Os lances da derrocada de Aécio Neves trouxeram lateralmente informação que confirma, mais uma vez, uma das acusações mais danosas à imagem do político até que o furacão da Lava Jato começasse a abraçá-lo, no ano passado. Trata-se da construção do aeródromo de Cláudio, no interior mineiro, dentro das terras de um tio e que era controlado pela família do tucano. Como se viu nos autos do processo que o afastou do Senado, Aécio continuou a desfrutar privadamente da pista de pouso.

Por muito tempo, contudo, essas acusações foram utilizadas por seu grupo político e simpatizantes para atacar o jornalismo que o revelou. Mesmo entre jornalistas, a versão do tucano – de que não houve ilegalidade na obra, uso privado ou que ela tenha beneficiado sua família – ganhou muito mais do que voz. Uma pena, pois foram muitos os que desprezaram os princípios do ofício para se dedicar à propaganda política.

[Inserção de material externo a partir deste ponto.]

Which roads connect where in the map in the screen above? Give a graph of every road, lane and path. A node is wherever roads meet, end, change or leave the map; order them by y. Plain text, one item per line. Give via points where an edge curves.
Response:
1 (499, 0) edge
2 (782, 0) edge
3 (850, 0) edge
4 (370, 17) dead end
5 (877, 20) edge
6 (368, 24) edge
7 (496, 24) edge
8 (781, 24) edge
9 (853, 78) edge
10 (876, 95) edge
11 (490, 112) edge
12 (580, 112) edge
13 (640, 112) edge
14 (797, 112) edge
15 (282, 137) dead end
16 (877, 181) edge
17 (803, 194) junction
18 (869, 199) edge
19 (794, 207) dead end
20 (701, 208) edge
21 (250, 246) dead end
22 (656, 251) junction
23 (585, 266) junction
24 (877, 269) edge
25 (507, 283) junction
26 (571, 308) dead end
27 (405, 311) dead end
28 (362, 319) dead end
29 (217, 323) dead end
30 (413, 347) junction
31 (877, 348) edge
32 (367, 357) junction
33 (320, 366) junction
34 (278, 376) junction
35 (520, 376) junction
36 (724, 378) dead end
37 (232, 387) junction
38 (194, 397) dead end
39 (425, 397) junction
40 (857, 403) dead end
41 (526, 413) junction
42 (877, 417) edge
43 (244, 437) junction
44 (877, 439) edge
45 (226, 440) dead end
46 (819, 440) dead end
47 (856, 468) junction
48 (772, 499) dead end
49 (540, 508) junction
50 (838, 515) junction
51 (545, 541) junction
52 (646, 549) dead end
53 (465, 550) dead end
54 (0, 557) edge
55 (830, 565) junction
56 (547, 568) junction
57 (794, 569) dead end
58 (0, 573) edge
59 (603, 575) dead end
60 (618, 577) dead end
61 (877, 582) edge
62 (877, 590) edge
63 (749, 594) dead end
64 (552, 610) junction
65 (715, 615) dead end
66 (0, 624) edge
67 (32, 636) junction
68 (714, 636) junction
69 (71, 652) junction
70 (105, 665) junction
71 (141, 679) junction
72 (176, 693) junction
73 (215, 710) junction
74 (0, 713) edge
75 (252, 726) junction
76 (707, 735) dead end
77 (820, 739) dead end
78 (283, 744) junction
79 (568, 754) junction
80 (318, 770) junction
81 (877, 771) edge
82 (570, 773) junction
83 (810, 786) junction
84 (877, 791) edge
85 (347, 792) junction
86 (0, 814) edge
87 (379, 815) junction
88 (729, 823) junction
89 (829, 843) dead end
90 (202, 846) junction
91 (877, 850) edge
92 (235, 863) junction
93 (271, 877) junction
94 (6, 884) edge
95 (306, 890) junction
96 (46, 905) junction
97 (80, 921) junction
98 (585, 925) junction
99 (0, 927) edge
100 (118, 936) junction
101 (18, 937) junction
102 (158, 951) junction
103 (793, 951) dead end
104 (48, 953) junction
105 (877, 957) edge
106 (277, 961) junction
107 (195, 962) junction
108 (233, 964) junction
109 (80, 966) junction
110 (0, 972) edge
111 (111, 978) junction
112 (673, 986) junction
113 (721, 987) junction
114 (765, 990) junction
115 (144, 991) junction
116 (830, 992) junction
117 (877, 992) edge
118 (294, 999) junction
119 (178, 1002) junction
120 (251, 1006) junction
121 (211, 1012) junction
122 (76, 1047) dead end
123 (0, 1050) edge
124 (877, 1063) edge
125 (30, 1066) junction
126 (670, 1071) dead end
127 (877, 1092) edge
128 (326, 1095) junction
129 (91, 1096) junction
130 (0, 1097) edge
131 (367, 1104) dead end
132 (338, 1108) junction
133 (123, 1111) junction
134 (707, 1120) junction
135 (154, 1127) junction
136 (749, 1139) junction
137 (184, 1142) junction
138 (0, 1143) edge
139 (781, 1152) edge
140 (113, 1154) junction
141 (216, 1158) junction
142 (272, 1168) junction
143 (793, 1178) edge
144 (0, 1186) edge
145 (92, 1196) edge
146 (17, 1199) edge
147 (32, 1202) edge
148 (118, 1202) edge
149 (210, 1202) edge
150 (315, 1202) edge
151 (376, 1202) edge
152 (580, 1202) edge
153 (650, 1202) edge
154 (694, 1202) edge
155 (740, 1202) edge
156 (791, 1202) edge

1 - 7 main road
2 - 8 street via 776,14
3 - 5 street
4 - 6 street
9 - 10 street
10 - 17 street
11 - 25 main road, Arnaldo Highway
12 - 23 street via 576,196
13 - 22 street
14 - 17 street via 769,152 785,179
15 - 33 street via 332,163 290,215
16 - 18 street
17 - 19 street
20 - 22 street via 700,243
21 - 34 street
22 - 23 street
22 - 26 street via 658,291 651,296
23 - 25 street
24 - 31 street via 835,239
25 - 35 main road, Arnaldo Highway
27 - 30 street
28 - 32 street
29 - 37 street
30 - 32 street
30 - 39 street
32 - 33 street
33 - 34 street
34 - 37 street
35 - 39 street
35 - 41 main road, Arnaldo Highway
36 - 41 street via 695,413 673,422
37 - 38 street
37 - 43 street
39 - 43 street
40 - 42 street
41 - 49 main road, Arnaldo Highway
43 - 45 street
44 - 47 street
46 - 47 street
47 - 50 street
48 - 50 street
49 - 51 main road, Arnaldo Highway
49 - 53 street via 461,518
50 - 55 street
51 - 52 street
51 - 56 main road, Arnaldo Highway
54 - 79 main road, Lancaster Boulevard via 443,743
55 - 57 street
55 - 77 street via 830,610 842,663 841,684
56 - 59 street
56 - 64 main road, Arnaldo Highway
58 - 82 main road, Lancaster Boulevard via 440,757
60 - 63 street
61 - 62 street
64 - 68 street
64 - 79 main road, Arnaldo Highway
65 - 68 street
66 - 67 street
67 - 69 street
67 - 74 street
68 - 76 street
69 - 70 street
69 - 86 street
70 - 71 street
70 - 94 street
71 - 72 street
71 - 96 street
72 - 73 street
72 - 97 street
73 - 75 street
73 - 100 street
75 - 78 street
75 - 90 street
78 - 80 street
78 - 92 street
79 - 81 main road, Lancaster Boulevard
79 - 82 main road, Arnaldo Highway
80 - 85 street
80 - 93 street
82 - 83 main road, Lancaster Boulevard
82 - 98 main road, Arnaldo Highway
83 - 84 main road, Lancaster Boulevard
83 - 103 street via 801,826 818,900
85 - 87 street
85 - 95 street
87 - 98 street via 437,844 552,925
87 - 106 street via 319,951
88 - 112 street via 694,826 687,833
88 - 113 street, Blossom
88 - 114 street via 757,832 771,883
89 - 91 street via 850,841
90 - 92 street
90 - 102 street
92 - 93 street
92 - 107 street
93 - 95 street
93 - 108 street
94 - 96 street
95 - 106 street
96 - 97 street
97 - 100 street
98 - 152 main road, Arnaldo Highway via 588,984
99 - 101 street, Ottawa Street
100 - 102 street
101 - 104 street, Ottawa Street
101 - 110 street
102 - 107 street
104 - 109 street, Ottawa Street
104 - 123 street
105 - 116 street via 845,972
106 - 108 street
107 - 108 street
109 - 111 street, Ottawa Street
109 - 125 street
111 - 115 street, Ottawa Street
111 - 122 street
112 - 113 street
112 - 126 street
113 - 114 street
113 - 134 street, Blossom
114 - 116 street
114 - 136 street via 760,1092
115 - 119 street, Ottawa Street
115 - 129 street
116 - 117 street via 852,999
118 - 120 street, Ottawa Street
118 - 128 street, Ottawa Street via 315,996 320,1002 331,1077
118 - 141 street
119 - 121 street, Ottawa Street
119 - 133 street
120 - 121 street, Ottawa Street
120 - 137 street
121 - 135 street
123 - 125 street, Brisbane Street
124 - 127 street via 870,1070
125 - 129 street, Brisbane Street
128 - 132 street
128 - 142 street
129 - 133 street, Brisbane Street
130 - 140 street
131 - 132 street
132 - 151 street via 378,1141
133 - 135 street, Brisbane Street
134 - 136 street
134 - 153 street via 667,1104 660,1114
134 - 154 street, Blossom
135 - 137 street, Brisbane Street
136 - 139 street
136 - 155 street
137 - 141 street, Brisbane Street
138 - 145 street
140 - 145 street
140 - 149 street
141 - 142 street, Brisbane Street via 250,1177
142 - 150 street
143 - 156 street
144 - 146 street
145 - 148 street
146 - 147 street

Sou o autor da reportagem publicada na Folha de S. Paulo em julho de 2014, no início da disputa eleitoral, que revelou o uso particular da pista, as chaves sob o controle da família de Aécio, além de outras irregularidades que seriam igualmente documentadas: a pista nunca fora inaugurada e funcionava havia quatro anos sem a homologação da ANAC (Agência Nacional de Aviação Civil), o que é ilegal. A obra beneficiava financeiramente o tio, dono do terreno desapropriado, além de equipar as fazendas da família Neves-Tolentino ao redor da pista de invejável estrutura que custou R$ 14 milhões aos cofres do estado.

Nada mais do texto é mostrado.